▶ TASK INPUTS:
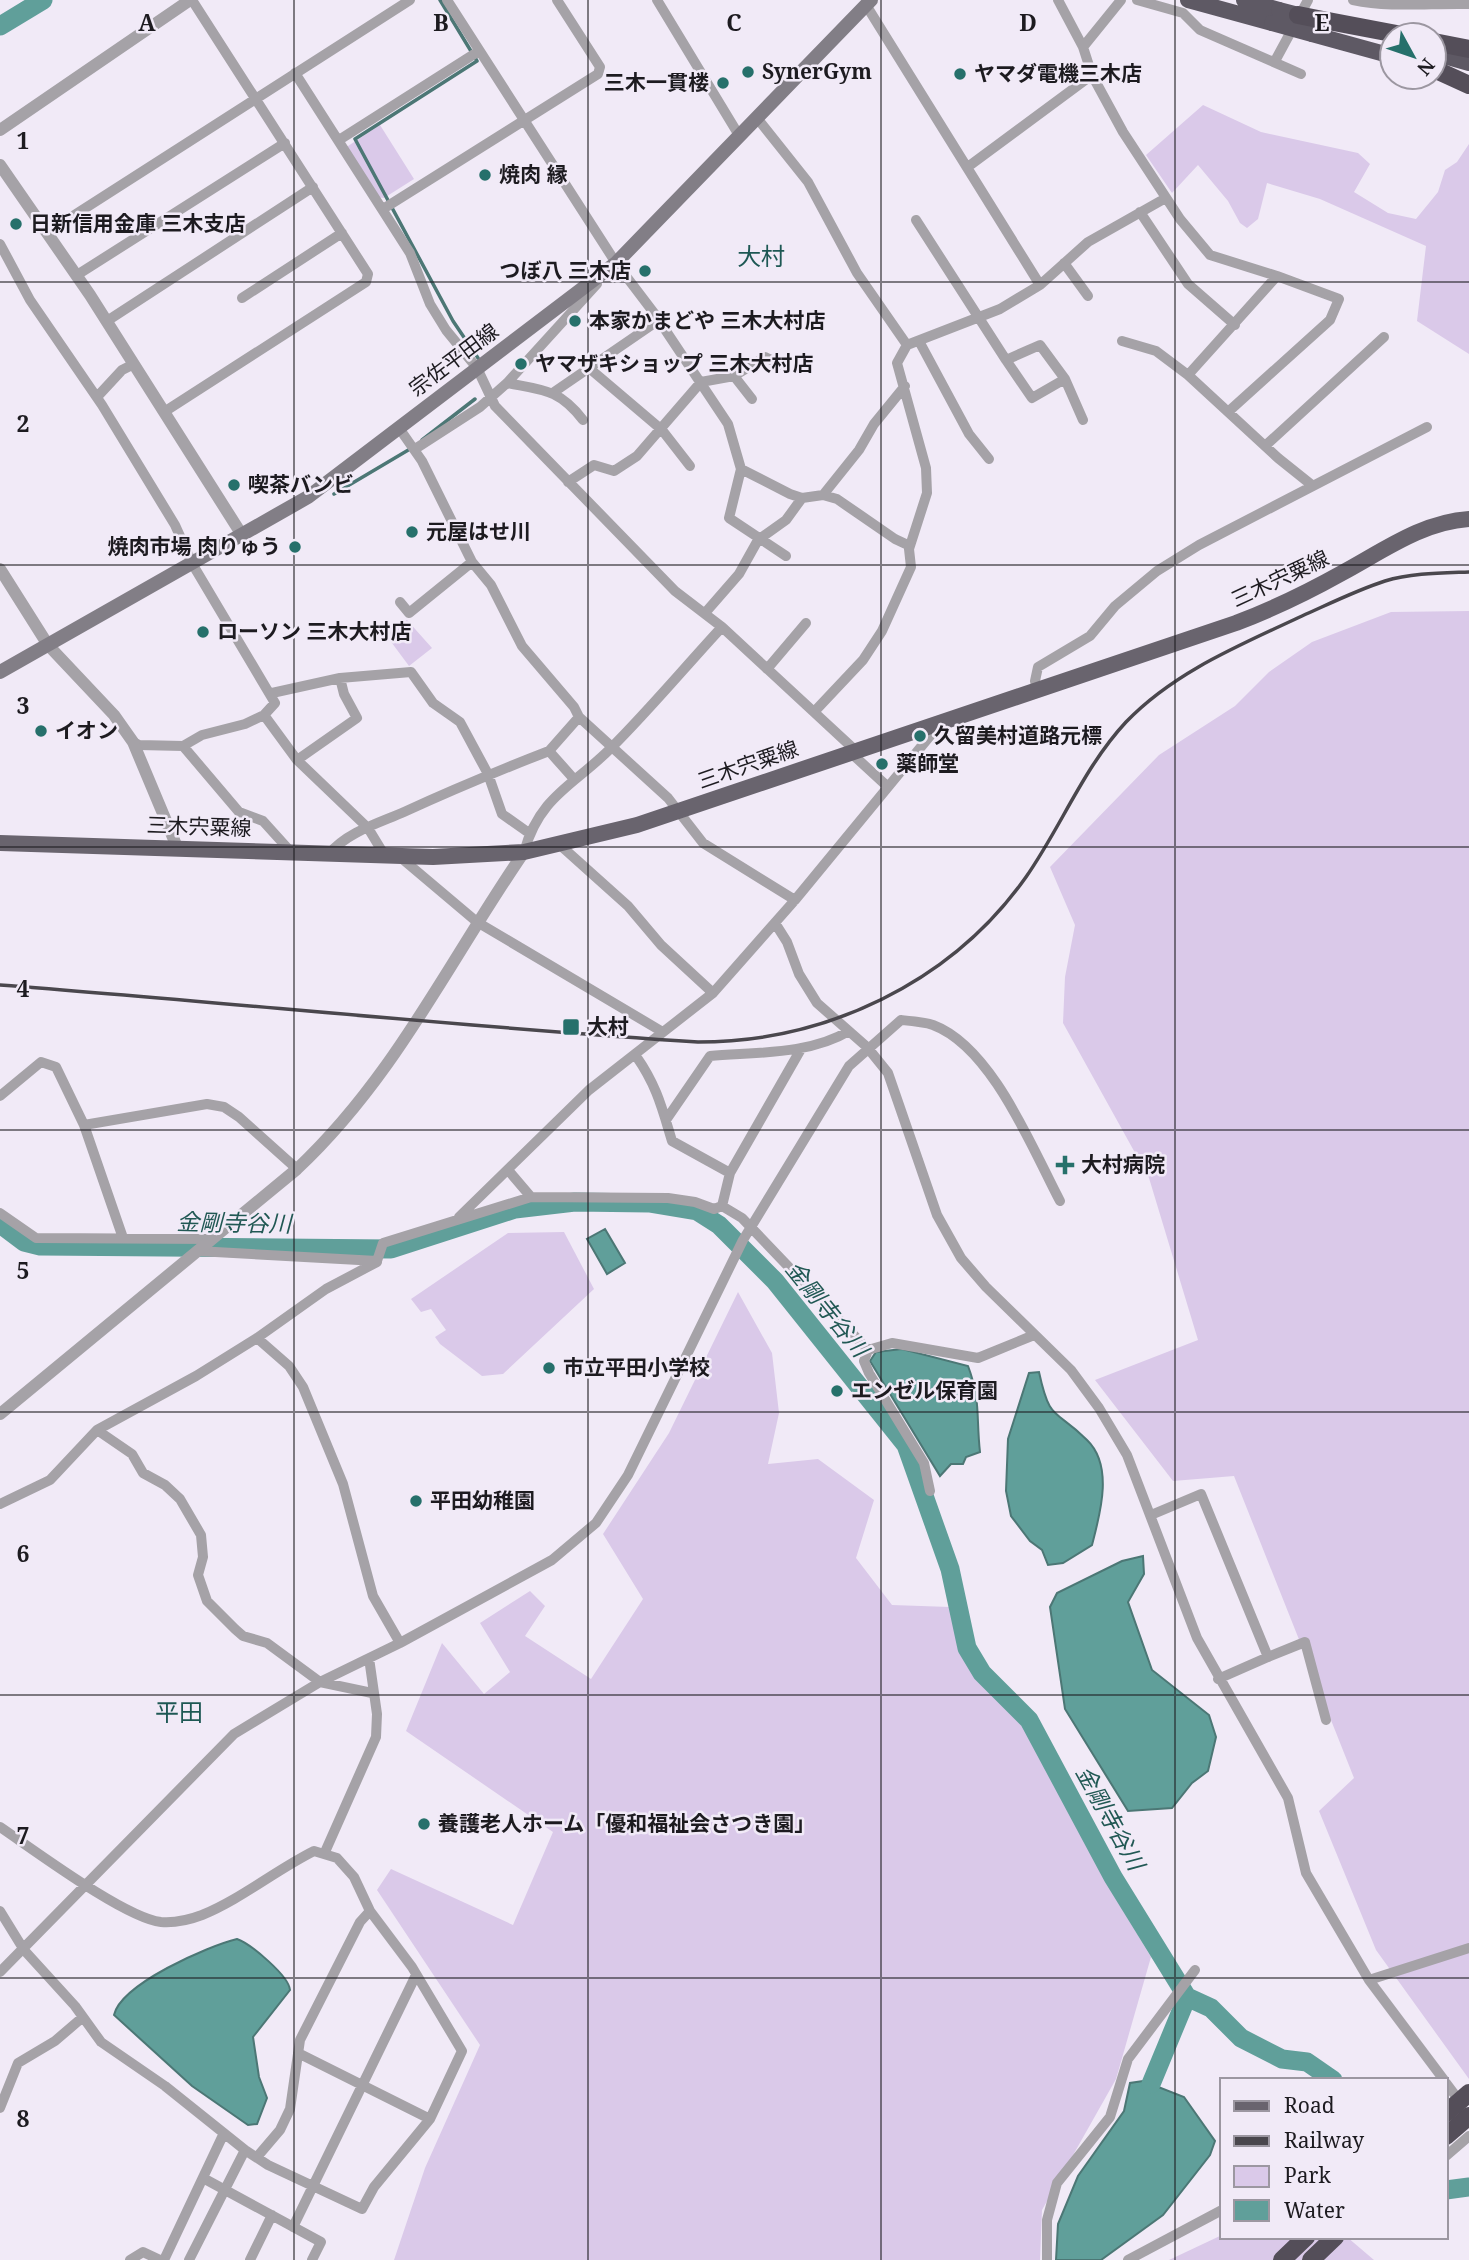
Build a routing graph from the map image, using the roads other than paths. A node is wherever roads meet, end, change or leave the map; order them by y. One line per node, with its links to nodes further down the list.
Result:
1 (191, 0): 34 (street); 37 (street)
2 (410, 0): 28 (street)
3 (447, 0): 23 (street)
4 (557, 0): 36 (street)
5 (657, 0): 38 (street)
6 (1058, 0): 20 (street)
7 (1121, 0): 20 (street)
8 (1137, 0): 25 (street)
9 (1188, 0): 15 (highway)
10 (1244, 0): 15 (highway)
11 (1353, 0): 13 (street)
12 (869, 3): 35 (main road, 宗佐平田線); 42 (street)
13 (1469, 4)
14 (1303, 7): 15 (highway, bridge); 16 (highway, bridge); 25 (street)
15 (1275, 16): 16 (highway, bridge)
16 (1319, 25): 17 (highway); 18 (highway); 22 (highway)
17 (1378, 32)
18 (1378, 38)
19 (1448, 45): 21 (highway)
20 (1083, 47): 30 (street)
21 (1469, 49)
22 (1378, 50)
23 (479, 51): 36 (street); 39 (street)
24 (1448, 57): 26 (highway)
25 (1275, 61): 29 (street)
26 (1469, 62)
27 (1448, 72): 32 (highway)
28 (295, 73): 34 (street); 39 (street)
29 (1301, 74)
30 (1092, 75): 42 (street); 44 (street)
31 (1448, 75): 33 (highway)
32 (1469, 77)
33 (1469, 85)
34 (256, 98): 40 (street); 48 (street)
35 (757, 118): 38 (main road, 宗佐平田線); 65 (street)
36 (523, 121): 45 (street); 51 (street)
37 (0, 130)
38 (740, 137): 51 (main road, 宗佐平田線)
39 (339, 140): 45 (street)
40 (285, 143): 43 (street); 53 (street)
41 (0, 165): 48 (street)
42 (969, 166): 55 (street)
43 (313, 187): 49 (street); 60 (street)
44 (1164, 198): 46 (street); 54 (street)
45 (383, 209): 69 (street)
46 (1140, 212): 52 (street); 61 (street)
47 (916, 220): 58 (street)
48 (48, 232): 53 (street)
49 (342, 233): 57 (street); 81 (street)
50 (0, 244): 78 (street)
51 (616, 263): 59 (street); 69 (main road, 宗佐平田線); 75 (street)
52 (1064, 263): 55 (street); 56 (street)
53 (77, 275): 60 (street)
54 (1277, 276): 61 (street); 82 (street)
55 (1040, 285): 58 (street)
56 (1088, 296)
57 (242, 298)
58 (977, 318): 63 (street); 66 (street)
59 (659, 320): 70 (street); 74 (street)
60 (107, 321): 67 (street)
61 (1235, 325): 71 (street)
62 (1384, 337): 88 (street)
63 (919, 341): 65 (street); 90 (street)
64 (1122, 341): 71 (street)
65 (907, 345): 76 (street)
66 (1006, 360): 73 (street); 73 (street)
67 (134, 364): 78 (street); 81 (street)
68 (784, 366): 72 (street)
69 (477, 368): 79 (street); 86 (main road, 宗佐平田線)
70 (589, 368): 77 (street); 87 (street)
71 (1188, 375): 82 (street)
72 (734, 376): 74 (street); 80 (street)
73 (1065, 379): 84 (street)
74 (701, 382): 87 (street); 92 (street)
75 (507, 383): 77 (street); 79 (street)
76 (905, 386): 95 (street); 100 (street)
77 (554, 392): 83 (street)
78 (97, 397): 103 (street)
79 (491, 397): 89 (street); 93 (street)
80 (752, 399)
81 (164, 412): 98 (street)
82 (1228, 412): 88 (street)
83 (583, 420)
84 (1083, 420)
85 (1427, 427): 94 (street)
86 (399, 428): 89 (street); 98 (main road, 宗佐平田線)
87 (662, 430): 91 (street); 93 (street)
88 (1265, 446): 94 (street)
89 (415, 449): 102 (street)
90 (989, 459)
91 (690, 466)
92 (741, 469): 96 (street); 99 (street)
93 (568, 482): 106 (street)
94 (1313, 486): 113 (street)
95 (823, 495): 96 (street); 100 (street)
96 (802, 498): 99 (street)
97 (1469, 519): 113 (main road, 三木宍粟線)
98 (242, 535): 103 (main road, 宗佐平田線)
99 (758, 540): 101 (street); 106 (street)
100 (910, 546): 115 (street)
101 (786, 556)
102 (472, 562): 105 (street); 117 (street)
103 (194, 565): 109 (main road, 宗佐平田線); 114 (street)
104 (0, 569): 109 (street)
105 (400, 602)
106 (705, 613): 108 (street)
107 (806, 623): 110 (street)
108 (722, 627): 110 (street); 121 (street)
109 (48, 645): 111 (main road, 宗佐平田線); 119 (street)
110 (766, 669): 115 (street)
111 (0, 672)
112 (340, 678): 114 (street); 124 (street); 125 (street)
113 (1037, 690): 118 (main road, 三木宍粟線)
114 (272, 693): 116 (street)
115 (814, 712): 123 (street)
116 (264, 715): 120 (street); 124 (street)
117 (579, 717): 121 (street); 122 (street)
118 (939, 725): 123 (main road, 三木宍粟線); 127 (street)
119 (133, 742): 120 (street); 133 (street)
120 (183, 746): 134 (street)
121 (612, 748): 126 (street); 128 (street)
122 (549, 751): 125 (street); 126 (street)
123 (853, 752): 127 (street); 128 (main road, 三木宍粟線)
124 (297, 760): 129 (street)
125 (488, 774): 129 (street); 130 (street)
126 (573, 778): 130 (street)
127 (888, 787): 138 (street)
128 (678, 811): 132 (main road, 三木宍粟線); 138 (street)
129 (368, 828): 136 (street); 137 (street)
130 (529, 833): 135 (street)
131 (0, 843): 133 (main road, 三木宍粟線)
132 (560, 845): 135 (main road, 三木宍粟線); 141 (street)
133 (177, 847): 134 (main road, 三木宍粟線)
134 (291, 852): 136 (main road, 三木宍粟線)
135 (524, 852): 137 (main road, 三木宍粟線); 139 (street)
136 (329, 854): 137 (main road, 三木宍粟線)
137 (392, 856): 139 (street)
138 (796, 900): 140 (street)
139 (477, 922): 142 (street); 150 (street)
140 (775, 923): 141 (street); 143 (street)
141 (713, 993): 142 (street)
142 (661, 1031): 146 (street)
143 (849, 1031): 144 (street); 145 (street)
144 (867, 1047): 154 (street); 158 (street); 163 (street)
145 (801, 1049): 148 (street); 152 (street)
146 (636, 1056): 148 (street); 151 (street)
147 (0, 1096): 149 (street)
148 (666, 1120): 152 (street)
149 (83, 1125): 150 (street); 159 (street)
150 (297, 1169): 160 (street)
151 (508, 1170): 153 (street); 157 (street)
152 (730, 1173): 155 (street)
153 (531, 1197): 155 (street); 157 (street)
154 (1060, 1201)
155 (722, 1206): 158 (street)
156 (0, 1213): 159 (street)
157 (456, 1220): 162 (street)
158 (750, 1229): 165 (street); 171 (street)
159 (123, 1238): 160 (street)
160 (212, 1239): 161 (street)
161 (197, 1251): 162 (street); 166 (street)
162 (377, 1261): 164 (street)
163 (1034, 1335): 165 (street); 170 (street)
164 (257, 1338): 167 (street); 171 (street)
165 (867, 1350): 168 (street)
166 (0, 1414)
167 (97, 1430): 169 (street); 175 (street)
168 (930, 1491)
169 (0, 1504)
170 (1151, 1515): 172 (street); 174 (street)
171 (400, 1643): 173 (street)
172 (1268, 1657): 174 (street); 177 (street)
173 (369, 1658): 175 (street); 176 (street)
174 (1218, 1679): 188 (street)
175 (320, 1682): 176 (street); 180 (street)
176 (372, 1693): 179 (street)
177 (1326, 1720)
178 (0, 1827): 180 (street)
179 (324, 1852): 180 (street); 182 (street)
180 (86, 1885): 184 (street)
181 (0, 1911): 184 (street)
182 (370, 1911): 187 (street); 190 (street)
183 (1469, 1948): 188 (street)
184 (24, 1950): 186 (street); 189 (street)
185 (1195, 1970): 219 (street)
186 (0, 1972)
187 (416, 1975): 192 (street); 198 (street)
188 (1369, 1980): 191 (street)
189 (83, 2017): 195 (street); 199 (street)
190 (298, 2053): 192 (street); 204 (street)
191 (1441, 2078)
192 (361, 2084): 198 (street); 206 (street)
193 (1448, 2087): 197 (street)
194 (1469, 2093): 196 (highway, bridge)
195 (0, 2108)
196 (1448, 2111)
197 (1469, 2116): 200 (highway)
198 (430, 2119): 206 (street)
199 (224, 2133): 202 (street); 205 (street)
200 (1448, 2134)
201 (1469, 2136): 203 (street)
202 (245, 2150): 204 (street); 207 (street)
203 (1448, 2154)
204 (257, 2157): 206 (street)
205 (203, 2178): 207 (street); 215 (street)
206 (312, 2186): 210 (street)
207 (223, 2189): 209 (street); 216 (street)
208 (1220, 2211): 220 (street)
209 (272, 2216): 210 (street); 217 (street)
210 (293, 2227): 218 (street)
211 (1304, 2239): 221 (highway)
212 (1333, 2239): 213 (highway)
213 (1316, 2255)
214 (131, 2260): 215 (street)
215 (162, 2260)
216 (189, 2260)
217 (250, 2260)
218 (313, 2260)
219 (1047, 2260)
220 (1128, 2260)
221 (1282, 2260)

▶ YOUR ASSIGNMENT: Lines in the material above that include the string "三木宍粟線" should be listed.

▶ FINISHED TASK:
97 (1469, 519): 113 (main road, 三木宍粟線)
113 (1037, 690): 118 (main road, 三木宍粟線)
118 (939, 725): 123 (main road, 三木宍粟線); 127 (street)
123 (853, 752): 127 (street); 128 (main road, 三木宍粟線)
128 (678, 811): 132 (main road, 三木宍粟線); 138 (street)
131 (0, 843): 133 (main road, 三木宍粟線)
132 (560, 845): 135 (main road, 三木宍粟線); 141 (street)
133 (177, 847): 134 (main road, 三木宍粟線)
134 (291, 852): 136 (main road, 三木宍粟線)
135 (524, 852): 137 (main road, 三木宍粟線); 139 (street)
136 (329, 854): 137 (main road, 三木宍粟線)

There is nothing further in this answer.